_PROBLEM STATEMENT_.
Go line by line through the entries below and copy those containing the string "Dovetail".

_STUDY MATERIAL_.
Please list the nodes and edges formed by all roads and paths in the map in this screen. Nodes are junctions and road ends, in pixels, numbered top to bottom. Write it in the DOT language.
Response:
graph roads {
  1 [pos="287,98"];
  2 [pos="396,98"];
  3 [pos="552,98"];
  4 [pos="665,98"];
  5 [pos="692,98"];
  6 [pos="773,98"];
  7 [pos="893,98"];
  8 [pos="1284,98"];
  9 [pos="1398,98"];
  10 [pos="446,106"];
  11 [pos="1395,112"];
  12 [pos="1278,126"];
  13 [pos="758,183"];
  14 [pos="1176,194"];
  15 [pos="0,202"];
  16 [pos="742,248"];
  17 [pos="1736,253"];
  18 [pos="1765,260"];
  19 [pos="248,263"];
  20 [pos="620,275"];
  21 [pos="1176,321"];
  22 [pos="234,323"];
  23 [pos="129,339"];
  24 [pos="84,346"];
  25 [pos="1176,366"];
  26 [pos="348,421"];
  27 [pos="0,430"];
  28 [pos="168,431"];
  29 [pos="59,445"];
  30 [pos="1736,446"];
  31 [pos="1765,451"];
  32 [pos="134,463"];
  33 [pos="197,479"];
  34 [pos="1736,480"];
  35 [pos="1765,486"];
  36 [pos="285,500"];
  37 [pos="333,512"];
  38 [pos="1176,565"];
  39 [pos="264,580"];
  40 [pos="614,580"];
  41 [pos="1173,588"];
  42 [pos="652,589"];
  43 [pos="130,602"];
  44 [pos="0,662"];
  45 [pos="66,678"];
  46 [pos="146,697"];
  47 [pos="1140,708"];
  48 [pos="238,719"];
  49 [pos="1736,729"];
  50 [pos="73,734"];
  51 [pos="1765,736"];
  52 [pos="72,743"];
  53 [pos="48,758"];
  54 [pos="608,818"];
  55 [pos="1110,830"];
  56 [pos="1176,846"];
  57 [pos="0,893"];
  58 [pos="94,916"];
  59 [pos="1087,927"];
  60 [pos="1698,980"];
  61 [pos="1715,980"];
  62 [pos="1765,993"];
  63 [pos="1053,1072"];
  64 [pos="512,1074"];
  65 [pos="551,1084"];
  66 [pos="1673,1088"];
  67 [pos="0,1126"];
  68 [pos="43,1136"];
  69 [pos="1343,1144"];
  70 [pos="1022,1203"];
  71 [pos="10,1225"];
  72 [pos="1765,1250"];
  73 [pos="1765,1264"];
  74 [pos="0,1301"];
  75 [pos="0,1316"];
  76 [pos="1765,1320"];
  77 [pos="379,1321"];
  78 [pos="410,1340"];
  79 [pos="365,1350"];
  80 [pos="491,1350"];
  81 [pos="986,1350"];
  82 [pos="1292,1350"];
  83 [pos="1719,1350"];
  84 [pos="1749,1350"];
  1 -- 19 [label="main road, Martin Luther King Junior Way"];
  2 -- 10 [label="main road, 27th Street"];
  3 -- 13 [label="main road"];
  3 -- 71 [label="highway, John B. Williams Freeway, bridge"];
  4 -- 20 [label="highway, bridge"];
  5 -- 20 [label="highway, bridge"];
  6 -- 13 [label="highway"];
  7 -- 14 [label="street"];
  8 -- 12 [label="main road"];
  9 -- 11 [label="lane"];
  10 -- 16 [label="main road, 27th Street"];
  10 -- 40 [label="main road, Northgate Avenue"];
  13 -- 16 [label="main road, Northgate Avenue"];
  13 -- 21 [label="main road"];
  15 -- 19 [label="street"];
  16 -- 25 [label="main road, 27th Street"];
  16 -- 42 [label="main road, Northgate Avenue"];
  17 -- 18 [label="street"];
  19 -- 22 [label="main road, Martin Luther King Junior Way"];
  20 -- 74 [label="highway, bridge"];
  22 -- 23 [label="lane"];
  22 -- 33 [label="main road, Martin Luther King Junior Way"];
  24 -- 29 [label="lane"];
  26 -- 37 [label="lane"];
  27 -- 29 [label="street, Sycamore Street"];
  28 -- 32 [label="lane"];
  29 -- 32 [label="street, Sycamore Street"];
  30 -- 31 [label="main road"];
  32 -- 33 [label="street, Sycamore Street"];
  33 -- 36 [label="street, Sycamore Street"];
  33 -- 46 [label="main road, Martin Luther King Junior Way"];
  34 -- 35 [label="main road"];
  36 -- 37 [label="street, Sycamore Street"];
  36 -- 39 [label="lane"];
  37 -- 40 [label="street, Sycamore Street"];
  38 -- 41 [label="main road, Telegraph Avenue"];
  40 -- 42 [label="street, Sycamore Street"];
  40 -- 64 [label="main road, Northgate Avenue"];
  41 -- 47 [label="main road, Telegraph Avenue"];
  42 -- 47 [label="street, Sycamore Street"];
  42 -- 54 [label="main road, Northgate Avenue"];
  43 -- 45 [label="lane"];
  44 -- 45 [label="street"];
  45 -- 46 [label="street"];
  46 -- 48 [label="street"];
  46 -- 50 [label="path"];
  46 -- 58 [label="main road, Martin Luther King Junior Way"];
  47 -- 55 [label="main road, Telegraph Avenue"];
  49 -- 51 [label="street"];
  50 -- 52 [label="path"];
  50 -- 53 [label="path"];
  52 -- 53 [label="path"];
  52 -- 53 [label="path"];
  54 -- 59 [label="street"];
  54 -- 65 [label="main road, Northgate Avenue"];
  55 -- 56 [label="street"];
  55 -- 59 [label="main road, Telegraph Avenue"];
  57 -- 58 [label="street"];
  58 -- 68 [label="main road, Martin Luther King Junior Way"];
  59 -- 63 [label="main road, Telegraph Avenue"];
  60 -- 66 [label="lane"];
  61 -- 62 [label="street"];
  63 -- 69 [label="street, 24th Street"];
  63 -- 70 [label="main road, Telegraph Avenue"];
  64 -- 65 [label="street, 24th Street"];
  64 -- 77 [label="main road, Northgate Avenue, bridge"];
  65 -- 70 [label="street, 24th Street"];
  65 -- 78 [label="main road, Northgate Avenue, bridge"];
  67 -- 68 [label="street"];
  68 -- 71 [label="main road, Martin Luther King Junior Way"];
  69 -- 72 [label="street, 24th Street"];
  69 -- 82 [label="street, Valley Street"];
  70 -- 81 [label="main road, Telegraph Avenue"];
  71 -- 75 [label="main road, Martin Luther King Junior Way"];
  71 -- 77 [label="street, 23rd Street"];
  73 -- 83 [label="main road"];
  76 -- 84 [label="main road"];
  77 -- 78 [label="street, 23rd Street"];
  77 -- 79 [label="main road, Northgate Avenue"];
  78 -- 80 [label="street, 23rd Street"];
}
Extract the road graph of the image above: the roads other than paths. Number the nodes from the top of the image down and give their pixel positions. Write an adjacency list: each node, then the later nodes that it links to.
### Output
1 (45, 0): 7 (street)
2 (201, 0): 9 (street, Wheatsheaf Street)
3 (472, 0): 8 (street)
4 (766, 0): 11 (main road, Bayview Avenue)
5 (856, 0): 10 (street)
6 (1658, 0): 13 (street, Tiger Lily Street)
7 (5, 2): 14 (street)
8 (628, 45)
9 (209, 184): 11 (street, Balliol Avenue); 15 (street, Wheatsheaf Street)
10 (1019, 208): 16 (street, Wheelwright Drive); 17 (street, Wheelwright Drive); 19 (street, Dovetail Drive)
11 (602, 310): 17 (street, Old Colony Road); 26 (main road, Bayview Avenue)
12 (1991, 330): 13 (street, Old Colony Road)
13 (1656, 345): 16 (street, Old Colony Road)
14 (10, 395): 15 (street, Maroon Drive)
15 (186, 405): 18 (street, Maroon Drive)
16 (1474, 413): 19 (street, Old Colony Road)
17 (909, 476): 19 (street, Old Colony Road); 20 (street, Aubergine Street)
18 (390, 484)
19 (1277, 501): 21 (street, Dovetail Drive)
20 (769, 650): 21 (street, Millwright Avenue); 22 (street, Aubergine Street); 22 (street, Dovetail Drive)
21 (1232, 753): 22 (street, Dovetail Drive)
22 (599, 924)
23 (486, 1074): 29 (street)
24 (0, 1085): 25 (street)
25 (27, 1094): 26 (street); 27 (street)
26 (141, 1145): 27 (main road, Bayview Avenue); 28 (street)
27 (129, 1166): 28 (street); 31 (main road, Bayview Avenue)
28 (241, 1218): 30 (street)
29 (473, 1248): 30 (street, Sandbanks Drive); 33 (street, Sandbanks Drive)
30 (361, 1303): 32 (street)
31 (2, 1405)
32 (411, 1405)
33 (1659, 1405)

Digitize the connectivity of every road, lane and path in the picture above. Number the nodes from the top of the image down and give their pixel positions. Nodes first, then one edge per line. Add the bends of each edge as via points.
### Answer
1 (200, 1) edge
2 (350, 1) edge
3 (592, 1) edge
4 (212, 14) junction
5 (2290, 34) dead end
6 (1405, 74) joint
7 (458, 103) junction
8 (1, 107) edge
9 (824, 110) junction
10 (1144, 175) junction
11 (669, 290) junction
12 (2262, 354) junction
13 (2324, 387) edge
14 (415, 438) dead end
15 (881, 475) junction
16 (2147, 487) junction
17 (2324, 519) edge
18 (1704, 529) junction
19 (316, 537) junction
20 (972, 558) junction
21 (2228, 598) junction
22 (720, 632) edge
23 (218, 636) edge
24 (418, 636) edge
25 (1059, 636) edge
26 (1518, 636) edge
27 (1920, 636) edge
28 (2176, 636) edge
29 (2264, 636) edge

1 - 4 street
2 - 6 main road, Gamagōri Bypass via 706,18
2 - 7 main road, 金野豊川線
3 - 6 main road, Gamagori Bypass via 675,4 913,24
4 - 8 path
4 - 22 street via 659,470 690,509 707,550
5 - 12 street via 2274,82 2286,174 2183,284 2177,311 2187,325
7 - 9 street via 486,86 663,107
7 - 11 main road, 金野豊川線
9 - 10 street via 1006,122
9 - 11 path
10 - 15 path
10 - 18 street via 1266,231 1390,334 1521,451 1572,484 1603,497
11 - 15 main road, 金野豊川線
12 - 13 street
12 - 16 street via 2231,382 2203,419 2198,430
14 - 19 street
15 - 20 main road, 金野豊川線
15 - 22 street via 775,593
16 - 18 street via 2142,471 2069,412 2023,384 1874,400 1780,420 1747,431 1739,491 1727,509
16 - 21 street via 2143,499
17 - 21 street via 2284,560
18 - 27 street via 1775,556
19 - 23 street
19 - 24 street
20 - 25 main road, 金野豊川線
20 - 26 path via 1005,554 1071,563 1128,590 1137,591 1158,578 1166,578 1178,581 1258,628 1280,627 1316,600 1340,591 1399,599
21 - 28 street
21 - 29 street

_RESULT_.
10 (1019, 208): 16 (street, Wheelwright Drive); 17 (street, Wheelwright Drive); 19 (street, Dovetail Drive)
19 (1277, 501): 21 (street, Dovetail Drive)
20 (769, 650): 21 (street, Millwright Avenue); 22 (street, Aubergine Street); 22 (street, Dovetail Drive)
21 (1232, 753): 22 (street, Dovetail Drive)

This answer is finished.